I had a dream early this morning that I was at my parents house and I walked several miles to a bakery, ordered a small cake and ate the entire thing by myself before I walked back to their house.
In my dream I knew eating this cake would put me over my points for the week and that I would have a gain but I could not stop myself. I just kept shoveling it in. I had no control and I was experiencing loads of guilt while not even paying attention to how the cake tasted. It was all about cramming it in before I could gain my control back and stop what I was doing.
It was a very stressful dream and I was happy when I woke up.
A couple of observations - this is all Leonardo DiCaprio's fault. I've been obsessing over dreams since seeing Inception Saturday night.

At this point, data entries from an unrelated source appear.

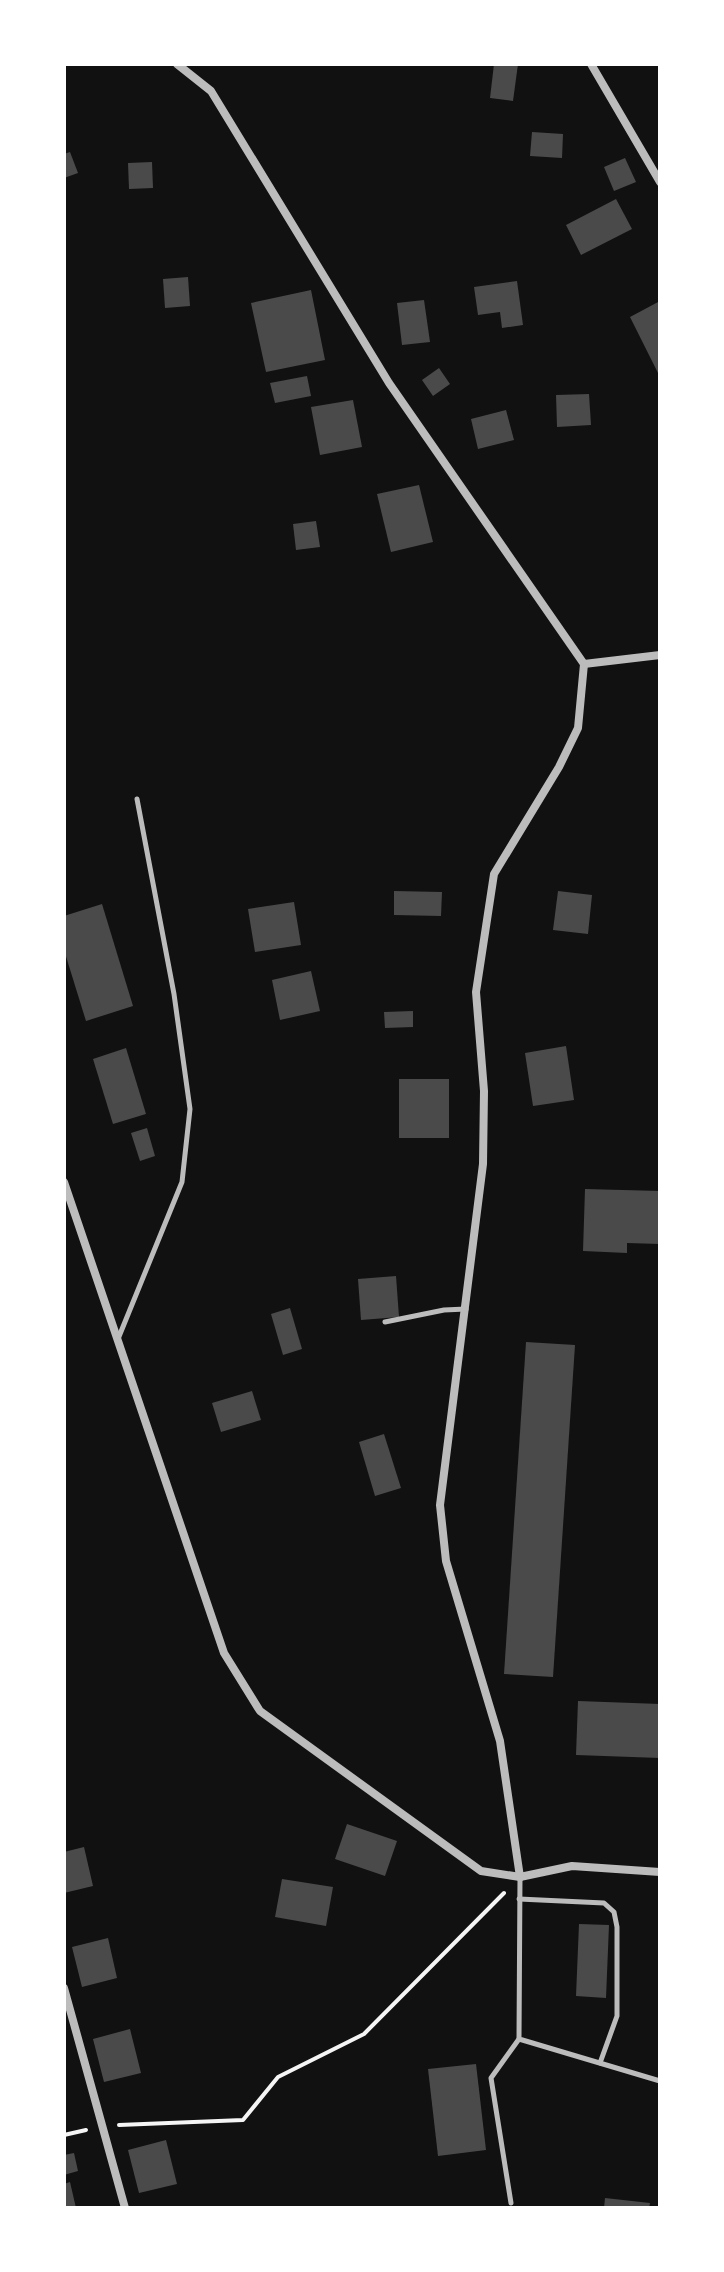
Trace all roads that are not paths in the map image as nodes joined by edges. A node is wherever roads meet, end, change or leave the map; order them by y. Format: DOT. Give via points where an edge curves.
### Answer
graph roads {
  1 [pos="177,64"];
  2 [pos="591,64"];
  3 [pos="660,182"];
  4 [pos="660,655"];
  5 [pos="584,664"];
  6 [pos="137,799"];
  7 [pos="64,1182"];
  8 [pos="466,1309"];
  9 [pos="385,1322"];
  10 [pos="118,1339"];
  11 [pos="660,1872"];
  12 [pos="520,1877"];
  13 [pos="519,1899"];
  14 [pos="64,1988"];
  15 [pos="519,2039"];
  16 [pos="600,2063"];
  17 [pos="660,2081"];
  18 [pos="511,2203"];
  19 [pos="125,2208"];
  1 -- 5 [label="street" via="211,91 389,383"];
  2 -- 3 [label="street"];
  4 -- 5 [label="street"];
  5 -- 8 [label="street" via="578,728 494,874 476,992 483,1164"];
  6 -- 10 [label="lane" via="190,1109 182,1182"];
  7 -- 10 [label="street"];
  8 -- 9 [label="lane"];
  8 -- 12 [label="street" via="440,1505 446,1561 500,1741"];
  10 -- 12 [label="street" via="224,1653 260,1711 481,1871"];
  11 -- 12 [label="street" via="572,1866"];
  12 -- 13 [label="lane"];
  13 -- 15 [label="lane"];
  13 -- 16 [label="lane" via="604,1903 614,1912 617,2016"];
  14 -- 19 [label="street"];
  15 -- 16 [label="lane"];
  15 -- 18 [label="lane" via="491,2078"];
  16 -- 17 [label="lane"];
}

But seriously, I haven't had a scene like the one in my dream for a very long time. I can't remember the last time I ate something I knew I really didn't want to eat, knowing that it would keep me from my goals and not being able to stop. In my dream I was not able to stop. I think that's what scared me the most. For me it really is all about control.
I wonder if my subconscious was reacting to my eating on Saturday night. I went to my favorite restaurant and had a house salad, garlic bread and Chicken Marsala. My one regret was I ate all of the Chicken Marsala and I was so full after that I was uncomfortable for about an hour. Usually I only eat half and save the rest for the next day.
Sunday morning I entered my points on WW online and it was really, really high, but I had the points. I used all of my weekly points just on the chicken dish.
On WW this is ok though, I think this is where my dream came in - my brain is having a hard time understanding that my meal on Saturday was "ok" but on this plan it is. I will stay within my 30 daily points the rest of the week and I will get in three more days of exercise points (I went to Zumba Saturday and Sunday) and I will have a small loss on Friday.
I forgot to include my goals update this morning, so here I am adding it a little late ...
August Goal Update
Track WW pointsdaily. - Met.
Exercise at least three times aweek. - Met. I exercised four times this week.
Drink at least 48 oz ofwater a day. - Met.
Limit Diet Dr. Pepper to two cans a day. - Met. I did it and it wasn't as hard as I thought it would be.
Cut out one WW ice cream bar a week. - Met. No ice cream Saturday.
Read stories every night to the kids. - Met.
Game night once a week. - Met. We played Apples to Apples.
Read every night before bed. - Not Met. I think this is due to me not liking the book I'm reading - Corduroy Mansions. I'm 100 pages in and not invested at all. I think I'm going to abadon this book. It's been a long time since I've done such a thing.